═════ Material shown ═════

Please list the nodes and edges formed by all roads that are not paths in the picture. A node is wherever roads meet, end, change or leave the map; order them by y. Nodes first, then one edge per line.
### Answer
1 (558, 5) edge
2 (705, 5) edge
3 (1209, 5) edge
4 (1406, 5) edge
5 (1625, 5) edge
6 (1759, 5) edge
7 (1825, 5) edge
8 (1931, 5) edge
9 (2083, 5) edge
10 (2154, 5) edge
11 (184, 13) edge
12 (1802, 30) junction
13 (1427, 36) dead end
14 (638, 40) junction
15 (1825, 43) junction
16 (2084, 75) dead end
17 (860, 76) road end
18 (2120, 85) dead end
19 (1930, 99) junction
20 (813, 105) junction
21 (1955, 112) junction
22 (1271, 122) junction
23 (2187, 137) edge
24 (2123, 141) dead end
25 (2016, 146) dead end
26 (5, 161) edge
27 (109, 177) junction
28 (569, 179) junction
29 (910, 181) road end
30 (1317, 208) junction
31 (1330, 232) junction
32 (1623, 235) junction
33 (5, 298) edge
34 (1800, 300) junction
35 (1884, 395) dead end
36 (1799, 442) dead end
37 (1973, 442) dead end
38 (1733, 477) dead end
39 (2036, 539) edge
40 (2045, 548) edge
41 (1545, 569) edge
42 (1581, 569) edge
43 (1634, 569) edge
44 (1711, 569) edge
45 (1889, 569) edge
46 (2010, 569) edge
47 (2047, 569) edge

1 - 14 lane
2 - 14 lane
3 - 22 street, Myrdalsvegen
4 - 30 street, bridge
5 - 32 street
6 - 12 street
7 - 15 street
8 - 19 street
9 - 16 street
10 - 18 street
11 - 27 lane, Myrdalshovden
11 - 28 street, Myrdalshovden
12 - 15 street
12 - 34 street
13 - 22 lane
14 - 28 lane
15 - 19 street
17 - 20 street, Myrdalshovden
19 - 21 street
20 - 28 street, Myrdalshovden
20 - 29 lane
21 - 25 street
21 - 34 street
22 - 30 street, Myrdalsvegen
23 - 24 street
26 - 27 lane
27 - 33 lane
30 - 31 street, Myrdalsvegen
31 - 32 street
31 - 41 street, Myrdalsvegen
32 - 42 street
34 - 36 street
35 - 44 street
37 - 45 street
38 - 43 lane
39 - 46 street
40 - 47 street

═════
═════ Material shown ═════

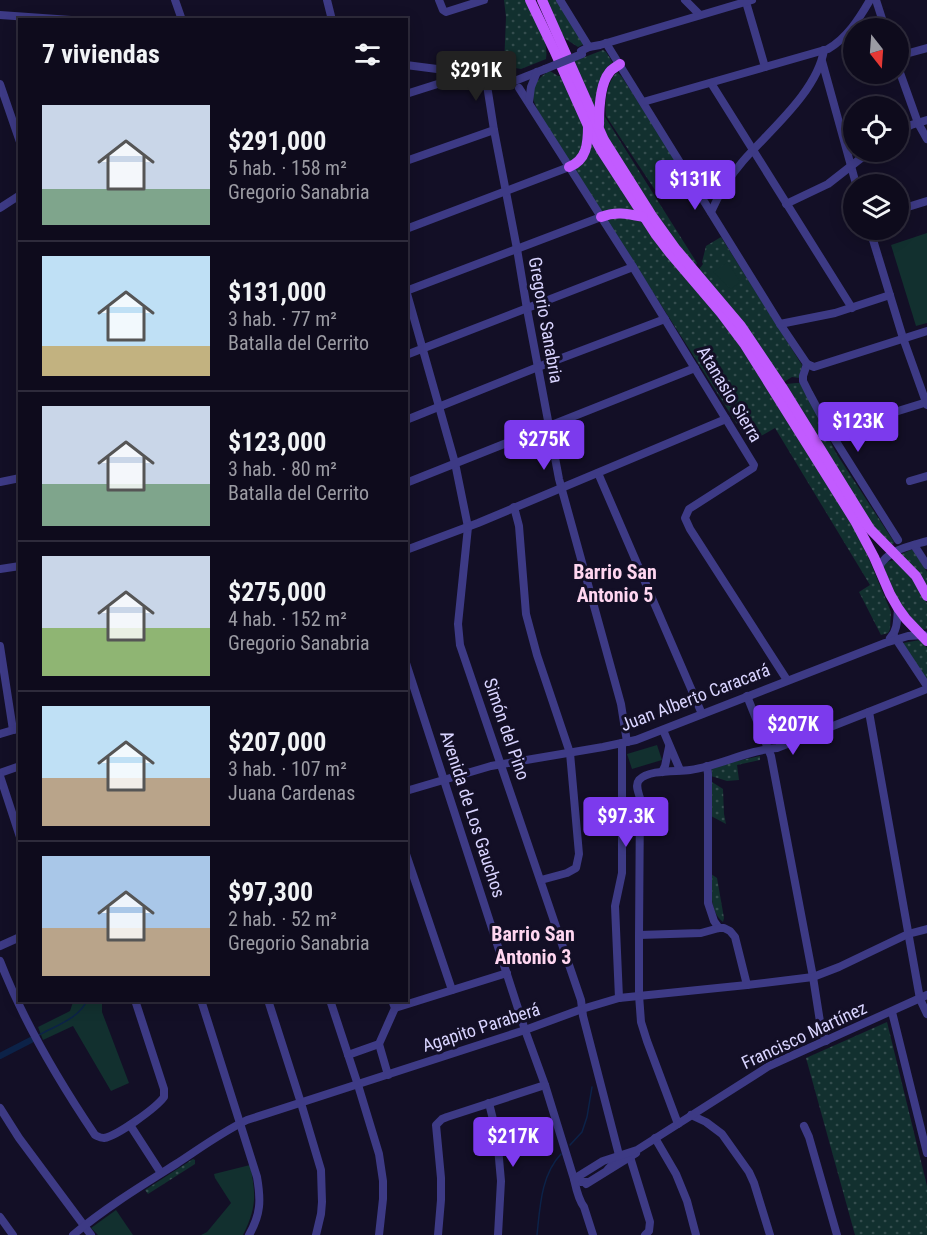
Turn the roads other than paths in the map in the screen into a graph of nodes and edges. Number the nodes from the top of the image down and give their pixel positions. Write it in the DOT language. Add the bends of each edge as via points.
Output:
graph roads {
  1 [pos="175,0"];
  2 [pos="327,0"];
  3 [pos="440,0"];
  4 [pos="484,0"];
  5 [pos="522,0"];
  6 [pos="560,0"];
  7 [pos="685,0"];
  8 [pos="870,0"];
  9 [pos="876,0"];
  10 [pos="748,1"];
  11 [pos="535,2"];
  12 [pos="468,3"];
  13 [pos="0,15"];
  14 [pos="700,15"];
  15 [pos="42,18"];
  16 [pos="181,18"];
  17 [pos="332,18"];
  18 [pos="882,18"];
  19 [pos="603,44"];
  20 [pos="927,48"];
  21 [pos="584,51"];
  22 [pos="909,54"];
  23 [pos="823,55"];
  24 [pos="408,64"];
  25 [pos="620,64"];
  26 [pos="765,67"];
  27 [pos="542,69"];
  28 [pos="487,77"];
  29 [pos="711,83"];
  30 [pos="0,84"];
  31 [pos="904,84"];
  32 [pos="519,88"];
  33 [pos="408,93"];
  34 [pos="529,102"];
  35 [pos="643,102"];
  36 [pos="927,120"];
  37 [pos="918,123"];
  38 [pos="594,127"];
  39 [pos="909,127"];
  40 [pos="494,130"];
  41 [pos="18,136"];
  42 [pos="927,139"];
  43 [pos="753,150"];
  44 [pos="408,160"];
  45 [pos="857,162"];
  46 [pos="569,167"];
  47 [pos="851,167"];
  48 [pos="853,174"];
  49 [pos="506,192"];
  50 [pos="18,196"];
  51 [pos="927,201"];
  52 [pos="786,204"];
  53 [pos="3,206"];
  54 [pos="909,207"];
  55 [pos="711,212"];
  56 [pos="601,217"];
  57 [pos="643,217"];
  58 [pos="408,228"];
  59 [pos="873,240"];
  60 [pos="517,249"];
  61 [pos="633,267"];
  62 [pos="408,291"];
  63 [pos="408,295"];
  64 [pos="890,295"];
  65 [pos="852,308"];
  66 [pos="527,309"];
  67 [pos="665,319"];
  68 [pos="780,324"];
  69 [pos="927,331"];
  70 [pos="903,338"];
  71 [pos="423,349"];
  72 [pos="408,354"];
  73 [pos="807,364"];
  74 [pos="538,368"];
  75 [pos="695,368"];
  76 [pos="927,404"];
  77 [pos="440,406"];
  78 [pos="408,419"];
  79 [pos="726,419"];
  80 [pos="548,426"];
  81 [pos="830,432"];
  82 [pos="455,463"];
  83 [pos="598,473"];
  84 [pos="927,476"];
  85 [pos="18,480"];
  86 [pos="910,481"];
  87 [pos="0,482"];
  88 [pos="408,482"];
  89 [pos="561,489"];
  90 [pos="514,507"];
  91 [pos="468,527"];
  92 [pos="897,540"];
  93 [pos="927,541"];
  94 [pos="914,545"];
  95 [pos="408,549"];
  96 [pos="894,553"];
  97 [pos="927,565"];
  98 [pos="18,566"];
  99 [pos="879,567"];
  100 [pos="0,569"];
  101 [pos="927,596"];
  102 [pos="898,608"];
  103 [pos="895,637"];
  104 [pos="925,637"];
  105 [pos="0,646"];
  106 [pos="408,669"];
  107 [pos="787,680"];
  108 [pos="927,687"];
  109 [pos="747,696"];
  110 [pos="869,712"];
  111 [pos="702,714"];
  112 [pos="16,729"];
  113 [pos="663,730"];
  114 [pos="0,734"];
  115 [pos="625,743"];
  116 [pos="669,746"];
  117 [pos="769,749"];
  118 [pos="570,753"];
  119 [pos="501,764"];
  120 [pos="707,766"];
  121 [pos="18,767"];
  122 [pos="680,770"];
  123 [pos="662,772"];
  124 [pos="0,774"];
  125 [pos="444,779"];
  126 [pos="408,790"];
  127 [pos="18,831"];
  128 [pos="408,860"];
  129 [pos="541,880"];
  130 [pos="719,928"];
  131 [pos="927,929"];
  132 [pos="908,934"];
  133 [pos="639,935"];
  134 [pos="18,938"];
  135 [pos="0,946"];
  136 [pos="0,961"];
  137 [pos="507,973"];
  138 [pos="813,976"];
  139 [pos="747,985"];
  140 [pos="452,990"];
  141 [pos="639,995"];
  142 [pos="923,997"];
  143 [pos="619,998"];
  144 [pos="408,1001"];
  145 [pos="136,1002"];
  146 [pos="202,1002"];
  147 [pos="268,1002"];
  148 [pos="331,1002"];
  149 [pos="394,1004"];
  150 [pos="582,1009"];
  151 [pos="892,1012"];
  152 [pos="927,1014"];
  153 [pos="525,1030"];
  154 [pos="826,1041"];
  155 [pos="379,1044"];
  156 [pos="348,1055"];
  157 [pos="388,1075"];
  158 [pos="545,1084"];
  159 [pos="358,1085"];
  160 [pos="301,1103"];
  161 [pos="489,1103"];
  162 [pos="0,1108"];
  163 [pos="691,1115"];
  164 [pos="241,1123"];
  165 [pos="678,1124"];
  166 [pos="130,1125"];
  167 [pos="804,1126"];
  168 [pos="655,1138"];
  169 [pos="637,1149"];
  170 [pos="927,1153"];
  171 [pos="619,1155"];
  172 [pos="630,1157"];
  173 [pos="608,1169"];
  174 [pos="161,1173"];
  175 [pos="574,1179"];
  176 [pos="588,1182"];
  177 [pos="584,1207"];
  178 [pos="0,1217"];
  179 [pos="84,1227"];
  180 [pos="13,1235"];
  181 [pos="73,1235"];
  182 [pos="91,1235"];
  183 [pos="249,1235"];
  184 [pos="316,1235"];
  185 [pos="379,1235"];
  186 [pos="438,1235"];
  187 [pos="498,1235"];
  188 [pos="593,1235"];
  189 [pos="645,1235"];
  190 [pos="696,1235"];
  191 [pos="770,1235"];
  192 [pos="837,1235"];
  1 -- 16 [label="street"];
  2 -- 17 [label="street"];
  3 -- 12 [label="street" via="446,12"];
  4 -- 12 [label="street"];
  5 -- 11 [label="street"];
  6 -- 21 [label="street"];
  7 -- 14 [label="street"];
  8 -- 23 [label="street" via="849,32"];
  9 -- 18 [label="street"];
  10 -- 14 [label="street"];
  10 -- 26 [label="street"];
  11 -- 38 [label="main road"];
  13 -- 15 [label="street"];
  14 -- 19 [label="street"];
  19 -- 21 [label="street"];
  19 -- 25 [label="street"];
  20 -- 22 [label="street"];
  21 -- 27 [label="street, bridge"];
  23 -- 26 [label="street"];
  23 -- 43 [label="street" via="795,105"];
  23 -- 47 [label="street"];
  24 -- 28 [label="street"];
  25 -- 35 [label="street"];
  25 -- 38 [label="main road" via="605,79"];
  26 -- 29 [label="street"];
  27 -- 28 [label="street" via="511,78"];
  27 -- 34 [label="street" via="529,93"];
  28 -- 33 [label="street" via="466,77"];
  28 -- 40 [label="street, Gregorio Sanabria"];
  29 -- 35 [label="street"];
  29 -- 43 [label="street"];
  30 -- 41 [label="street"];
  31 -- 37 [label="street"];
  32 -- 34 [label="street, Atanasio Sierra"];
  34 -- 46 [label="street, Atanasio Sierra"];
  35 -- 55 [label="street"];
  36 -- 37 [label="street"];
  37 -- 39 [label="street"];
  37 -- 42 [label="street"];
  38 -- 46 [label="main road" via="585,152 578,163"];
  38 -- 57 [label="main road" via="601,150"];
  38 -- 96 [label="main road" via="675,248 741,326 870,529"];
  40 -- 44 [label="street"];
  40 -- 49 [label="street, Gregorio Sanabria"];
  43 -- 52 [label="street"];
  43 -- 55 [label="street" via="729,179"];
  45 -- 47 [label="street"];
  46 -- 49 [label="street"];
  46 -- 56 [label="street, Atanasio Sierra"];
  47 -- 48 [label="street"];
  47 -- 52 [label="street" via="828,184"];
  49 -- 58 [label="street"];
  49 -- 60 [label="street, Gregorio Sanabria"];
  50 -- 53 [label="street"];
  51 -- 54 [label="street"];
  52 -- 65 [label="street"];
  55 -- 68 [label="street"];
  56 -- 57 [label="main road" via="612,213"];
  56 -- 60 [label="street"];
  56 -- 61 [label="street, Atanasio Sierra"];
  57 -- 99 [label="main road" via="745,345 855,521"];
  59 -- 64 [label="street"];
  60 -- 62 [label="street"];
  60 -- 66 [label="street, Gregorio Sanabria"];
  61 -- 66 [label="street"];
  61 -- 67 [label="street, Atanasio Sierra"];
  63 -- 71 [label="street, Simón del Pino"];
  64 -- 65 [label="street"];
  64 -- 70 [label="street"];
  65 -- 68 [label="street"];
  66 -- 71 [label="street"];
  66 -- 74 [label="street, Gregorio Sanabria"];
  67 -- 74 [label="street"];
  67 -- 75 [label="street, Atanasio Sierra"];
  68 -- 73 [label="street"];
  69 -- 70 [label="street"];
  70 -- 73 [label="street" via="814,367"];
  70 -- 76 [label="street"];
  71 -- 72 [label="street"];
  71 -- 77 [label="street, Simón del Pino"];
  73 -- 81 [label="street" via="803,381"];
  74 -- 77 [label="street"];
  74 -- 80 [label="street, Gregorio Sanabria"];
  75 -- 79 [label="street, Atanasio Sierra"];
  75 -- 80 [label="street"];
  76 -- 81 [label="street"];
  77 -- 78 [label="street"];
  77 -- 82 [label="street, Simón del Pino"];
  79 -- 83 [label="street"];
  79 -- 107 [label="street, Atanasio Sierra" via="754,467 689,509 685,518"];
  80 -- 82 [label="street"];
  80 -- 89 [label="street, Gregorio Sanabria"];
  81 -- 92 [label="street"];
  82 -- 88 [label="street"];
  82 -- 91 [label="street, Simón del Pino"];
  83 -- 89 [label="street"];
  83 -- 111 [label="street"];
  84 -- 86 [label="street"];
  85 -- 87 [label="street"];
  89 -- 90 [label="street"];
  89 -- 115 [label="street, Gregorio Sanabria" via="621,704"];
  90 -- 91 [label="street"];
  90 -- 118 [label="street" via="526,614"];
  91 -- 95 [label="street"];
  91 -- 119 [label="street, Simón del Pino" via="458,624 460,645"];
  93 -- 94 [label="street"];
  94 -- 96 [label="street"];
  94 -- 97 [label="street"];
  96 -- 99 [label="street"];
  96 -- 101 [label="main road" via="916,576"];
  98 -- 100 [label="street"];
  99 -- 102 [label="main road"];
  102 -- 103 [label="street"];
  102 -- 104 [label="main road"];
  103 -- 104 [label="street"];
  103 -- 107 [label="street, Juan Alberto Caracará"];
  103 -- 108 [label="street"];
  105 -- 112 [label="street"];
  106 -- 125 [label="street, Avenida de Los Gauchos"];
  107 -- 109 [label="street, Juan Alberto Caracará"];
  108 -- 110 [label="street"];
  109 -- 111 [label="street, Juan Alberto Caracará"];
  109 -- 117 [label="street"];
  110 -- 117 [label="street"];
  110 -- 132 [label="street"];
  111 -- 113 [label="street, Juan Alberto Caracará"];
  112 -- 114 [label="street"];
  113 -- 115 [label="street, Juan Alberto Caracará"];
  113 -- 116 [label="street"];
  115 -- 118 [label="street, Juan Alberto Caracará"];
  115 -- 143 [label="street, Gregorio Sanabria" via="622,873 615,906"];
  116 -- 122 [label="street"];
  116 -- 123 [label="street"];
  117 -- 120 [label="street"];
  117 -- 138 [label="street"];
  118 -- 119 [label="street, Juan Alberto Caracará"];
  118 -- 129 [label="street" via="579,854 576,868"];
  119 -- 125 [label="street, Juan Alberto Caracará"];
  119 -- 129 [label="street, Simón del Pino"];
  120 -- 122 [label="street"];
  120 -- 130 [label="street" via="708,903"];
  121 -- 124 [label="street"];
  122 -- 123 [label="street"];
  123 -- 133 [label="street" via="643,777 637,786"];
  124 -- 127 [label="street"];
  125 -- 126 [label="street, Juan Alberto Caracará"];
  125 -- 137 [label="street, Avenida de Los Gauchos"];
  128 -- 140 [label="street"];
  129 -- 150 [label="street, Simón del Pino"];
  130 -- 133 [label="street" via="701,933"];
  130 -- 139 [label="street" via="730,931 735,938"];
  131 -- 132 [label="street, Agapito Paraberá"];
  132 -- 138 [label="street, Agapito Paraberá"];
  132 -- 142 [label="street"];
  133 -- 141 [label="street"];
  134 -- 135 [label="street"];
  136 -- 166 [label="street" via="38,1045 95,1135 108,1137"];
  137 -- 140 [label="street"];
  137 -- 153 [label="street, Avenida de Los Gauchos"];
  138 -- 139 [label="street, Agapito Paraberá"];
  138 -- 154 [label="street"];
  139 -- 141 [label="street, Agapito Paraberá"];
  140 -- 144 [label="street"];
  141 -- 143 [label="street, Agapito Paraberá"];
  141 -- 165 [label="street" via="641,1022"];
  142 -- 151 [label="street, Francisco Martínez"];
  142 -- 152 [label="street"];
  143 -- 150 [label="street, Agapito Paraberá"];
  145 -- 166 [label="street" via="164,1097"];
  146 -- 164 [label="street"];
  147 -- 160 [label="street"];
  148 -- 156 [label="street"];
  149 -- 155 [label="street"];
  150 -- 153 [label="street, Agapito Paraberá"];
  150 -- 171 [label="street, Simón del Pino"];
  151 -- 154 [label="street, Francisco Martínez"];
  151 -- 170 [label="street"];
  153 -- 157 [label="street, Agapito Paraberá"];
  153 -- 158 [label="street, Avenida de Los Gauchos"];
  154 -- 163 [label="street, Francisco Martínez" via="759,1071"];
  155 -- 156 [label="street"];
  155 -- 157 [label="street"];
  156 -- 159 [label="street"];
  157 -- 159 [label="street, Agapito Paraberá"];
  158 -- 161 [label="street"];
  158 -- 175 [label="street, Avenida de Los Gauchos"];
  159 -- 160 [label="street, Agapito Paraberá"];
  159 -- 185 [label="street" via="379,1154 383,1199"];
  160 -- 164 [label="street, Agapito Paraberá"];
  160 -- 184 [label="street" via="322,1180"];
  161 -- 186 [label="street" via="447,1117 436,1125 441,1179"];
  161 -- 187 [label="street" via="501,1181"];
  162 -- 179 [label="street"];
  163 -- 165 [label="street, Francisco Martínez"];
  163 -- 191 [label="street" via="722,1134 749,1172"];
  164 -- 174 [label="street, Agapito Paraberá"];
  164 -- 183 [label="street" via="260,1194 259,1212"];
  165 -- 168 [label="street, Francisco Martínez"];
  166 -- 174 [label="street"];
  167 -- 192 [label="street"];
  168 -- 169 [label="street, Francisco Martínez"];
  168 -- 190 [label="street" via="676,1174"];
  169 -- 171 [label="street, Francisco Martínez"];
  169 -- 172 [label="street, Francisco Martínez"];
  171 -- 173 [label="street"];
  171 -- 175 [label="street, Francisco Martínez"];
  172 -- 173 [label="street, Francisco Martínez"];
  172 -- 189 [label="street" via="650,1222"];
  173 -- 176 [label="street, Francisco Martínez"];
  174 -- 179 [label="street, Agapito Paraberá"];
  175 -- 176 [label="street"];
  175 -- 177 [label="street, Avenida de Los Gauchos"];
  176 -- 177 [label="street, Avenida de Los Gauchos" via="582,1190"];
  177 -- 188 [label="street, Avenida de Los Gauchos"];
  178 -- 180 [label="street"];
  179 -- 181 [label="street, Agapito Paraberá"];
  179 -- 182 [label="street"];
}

═════

**Exercise objective**. Which lines of the entries above contain the string "edges"? Copy each one.

**Result below**.
Please list the nodes and edges formed by all roads that are not paths in the picture. A node is wherever roads meet, end, change or leave the map; order them by y. Nodes first, then one edge per line.
Turn the roads other than paths in the map in the screen into a graph of nodes and edges. Number the nodes from the top of the image down and give their pixel positions. Write it in the DOT language. Add the bends of each edge as via points.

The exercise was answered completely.